Solo nella mitologia si è risolto il passaggio tra questi due mondi. In qualche modo, il pensiero greco rimane tragico, non riesce a superare il divario tra idea e realtà. Il corpo è tragicamente condizionato dal destino del cosmo, cioè dal tempo, dal cambiamento. Per evitare l'aspetto tragico, occorrerebbe rendere il corpo conforme all'idea, perfetto, strappato alla corruzione del divenire e dell'imperfezione. Ma questo è fuori dalla nostra portata e perciò non rimane che la via del disprezzo della morte, via per­corsa da tutti gli eroi greci che sfidano la morte, convinti che le loro idee rimangono. È proprio su questo divario abissale tra idea e realtà concreta che sorge l'arte. Se non si può passare da un mondo all'altro, tuttavia, sulla base della conoscenza si può intervenire sul mondo, conformandolo all'i­dea che di per sé giace in esso. Così come si distinguono diverse scuole di pensiero, ci sono anche diverse sottolineature nell'arte greca, ma la que­stione in sostanza è questa. Si idealizza, ossia si vede secondo l'idea. Non solo. Si corregge, si abbellisce, si perfeziona sulla base dell'idea conosciuta.
 
 
Il rischio dei modelli
 
Appaiono subito evidenti le trappole di questo modo di pensare. La prima sta nel fatto che quest'arte, di per sé, svolge il ruolo di modello, e il modello porta sempre inquietudine, sia nella società che nell'individuo: si è conformi al modello oppure no? E, a parte la conformità al modello, prima o poi nasce la domanda: chi ha stabilito il modello? Chi dice che la realtà sia veramente così? Sulla base di che cosa? Per Platone, infatti, la categoria incaricata della vera conoscenza è quella dei filosofi e non degli artisti, troppo soggettivi.

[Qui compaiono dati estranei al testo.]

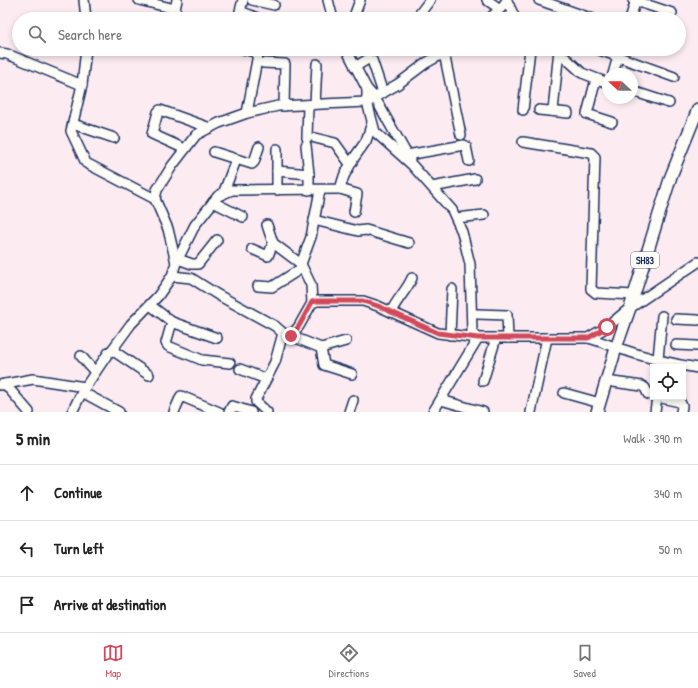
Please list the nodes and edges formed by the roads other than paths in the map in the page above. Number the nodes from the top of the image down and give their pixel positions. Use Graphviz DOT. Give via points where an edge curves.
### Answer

L’altra trappola sta nel fatto che, in un modo o in un altro, abbellen­do e perfezionando la materia mediante la forma, rimangono latenti due tentazioni: quella del formalismo e quella del potere della materia. Il for­malismo come criterio sempre più universale, ma basato semplicemente sull'elaborazione dell'esteriorità, con sempre meno attenzione all'interiore, cioè al contenuto, scivola ben presto nell'apparire. Rispetto al potere della materia, la trappola sta nel fatto che la forma più perfetta è il cerchio e quando io arrotondo la materia, la rendo forte, potente. Così infatti è la scultura della fine dell'ellenismo, dove si accentua la massa muscolare e allora, pian piano, il criterio scivola nella forza fisica.
 
 
L’idea diventa più importante della persona viva
 
Queste impostazioni di fondo trovano un terreno fertile nel neoclassi­cismo, dove la razionalità esercita un dominio sempre più esplicito e totale, trovando le sue facili traduzioni anche in una forma sociale, culturale e addirittura nel galateo. E il "buongusto", elaborato ed esplicitato anche in una norma, diventa espressione dell'estetica come scienza dell'opera d'ar­te. Si fa strada sempre di più la divisione tra genio e gusto, artista e spet­tatore, che da allora dominerà in maniera massiccia l'arte occidentale e la relegherà al ruolo di un oggetto che soddisfa una speciale facoltà della mente. L’unità originaria dell'opera d'arte si è lacerata tra giudizio esteti­co e soggettività artistica senza contenuto. Ormai l'idea e il ragionare si richiamano all'antichità, ma in realtà se ne distinguono radicalmente. L’idea non è più considerata una realtà viva, il ragionamento non è più inteso come la complessa attività di conoscenza delle idee eterne, con sbocchi persino spirituali, il pensare non ha più il senso di servizio alla verità, al contenuto, ma è sempre più inteso come ricerca dei mezzi al ser­vizio dei fini che si adottano in un determinato momento.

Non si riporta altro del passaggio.